С минуту женщина шла впереди мужчин, так что видеть её лица они не могли, но каким-то особым чувством атаман уловил: "Это Сото! В соболях-алмазах, это же Сото!". Каково же было его изумление, когда, резко оглянувшись, женщина улыбнулась ему такой знакомой улыбкой и произнесла:
– И правильно, и осень-то харасо, сто вы узнали меня, господина атамана.
– Вот уж не ожидал увидеть тебя здесь, – растерянно пробормотал Семёнов, в тот же момент ощущая, как в подреберье ему упирается дуло майорского пистолета.
– И-вы действительно и-едете в Россию? – не обратила внимания Сото на выпад русского офицера.
– Теперь уж действительно.
– И осень-то харасо. И-посему вы не согласились уехать в Корею, как предлагал подполковник Имоти?
– Так надо было.
– И осень-то харасо. Кому "так надо было"?
– Это ты сумела уговорить подполковника заняться поиском катера для моего отъезда? – ушел атаман от ответа, который в любом случае оказался бы долгим и невразумительным.
– И-правильно, и-сумела. Потому сто не сумела договориться о самолете, – с сугубо японской услужливостью улыбнулась она. – Если вы и-согласитесь уехать и-сейчас, мои люди – метнула Сото взгляд в сторону фанзы, у стенки которой с пистолетами наготове стояло двое приземистых, худощавых японцев, смахивающих на подростков, – и-сумеют договориться с этим красным. Он вас тут же отпустит.

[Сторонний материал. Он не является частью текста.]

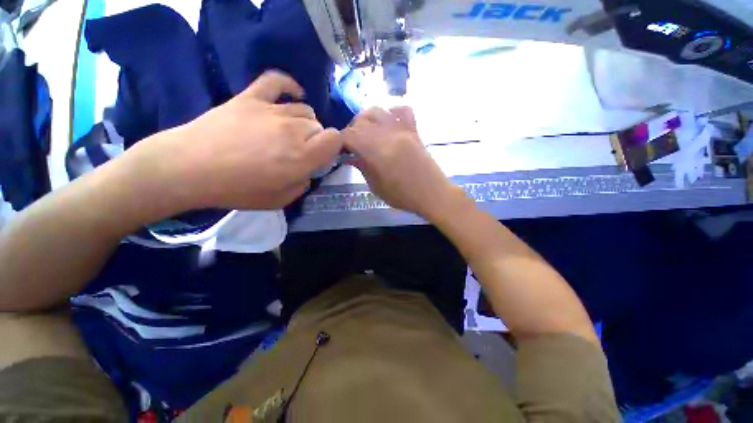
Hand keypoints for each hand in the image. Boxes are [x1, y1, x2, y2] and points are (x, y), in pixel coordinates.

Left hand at [132, 71, 342, 210]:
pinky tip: (293, 94)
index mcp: (302, 156)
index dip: (333, 147)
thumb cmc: (237, 190)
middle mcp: (293, 130)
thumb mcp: (280, 200)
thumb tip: (307, 172)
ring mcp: (272, 110)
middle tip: (300, 150)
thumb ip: (303, 185)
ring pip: (305, 109)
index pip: (335, 139)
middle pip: (319, 126)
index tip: (321, 157)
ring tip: (290, 132)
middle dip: (315, 139)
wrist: (189, 168)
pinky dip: (289, 86)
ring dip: (304, 122)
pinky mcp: (251, 97)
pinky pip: (277, 81)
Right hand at [343, 107, 463, 219]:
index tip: (341, 150)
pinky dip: (391, 113)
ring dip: (366, 119)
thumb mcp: (377, 187)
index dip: (341, 141)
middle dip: (351, 131)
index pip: (350, 135)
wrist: (432, 194)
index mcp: (377, 152)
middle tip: (352, 145)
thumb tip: (350, 156)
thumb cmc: (403, 196)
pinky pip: (403, 110)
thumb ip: (362, 167)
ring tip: (366, 132)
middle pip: (361, 121)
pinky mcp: (414, 130)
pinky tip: (388, 124)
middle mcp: (388, 135)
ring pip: (378, 111)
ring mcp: (403, 130)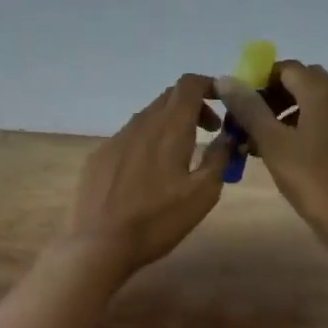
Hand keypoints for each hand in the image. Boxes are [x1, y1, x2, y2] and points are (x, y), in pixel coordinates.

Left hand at [65, 74, 229, 275]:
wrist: (100, 243)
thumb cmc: (158, 220)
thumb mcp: (203, 193)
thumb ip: (219, 158)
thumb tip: (228, 137)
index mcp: (170, 127)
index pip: (189, 84)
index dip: (209, 84)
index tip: (224, 102)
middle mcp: (141, 124)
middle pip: (169, 97)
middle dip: (194, 106)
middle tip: (209, 131)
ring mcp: (116, 138)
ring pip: (148, 116)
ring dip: (170, 124)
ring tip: (180, 155)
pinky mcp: (99, 156)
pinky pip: (129, 137)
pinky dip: (147, 142)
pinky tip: (147, 174)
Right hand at [214, 61, 327, 239]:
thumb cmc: (311, 179)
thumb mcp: (273, 143)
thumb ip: (249, 108)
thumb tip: (226, 79)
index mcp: (323, 93)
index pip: (288, 68)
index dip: (260, 79)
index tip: (239, 102)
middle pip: (303, 83)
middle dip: (272, 96)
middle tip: (248, 120)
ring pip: (314, 103)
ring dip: (286, 113)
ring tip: (260, 141)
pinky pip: (325, 122)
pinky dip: (303, 127)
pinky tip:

Генерал тотчас же обратил внимание, что из зажатого в руке женщины платочка на мир смотрит дуло миниатюрного пистолетика.
– Нет, Сото, поздно. Я для себя уже все решил. Спасибо тебе за все, но у нас с майором советской контрразведки свои, сугубо русские дела, в которые вам, японцам, вмешиваться не стоит.
– Это и-есть последнее ваше слово, и-господина генерала?
– Последнее.
– И-правильно, и осень-то харасо, – невозмутимо произнесла женщина, вежливо поклонившись ему. – Имоти мне говорил. Но я хотела услысать от вас, и-господина генерала.
Она что-то гортанно прокричала, взревел мотор и откуда-то из-за фанзы появился тот самый черный "мерседес", сопровождающий их сегодня утром.
Взгляд Сото, в последний раз подаренный своему "и-господина генерала", был преисполнен такого снисходительного презрения, на которое способна только жена самурая, узнавшая, что муж её оказался недостойным заповедей "Буси-до".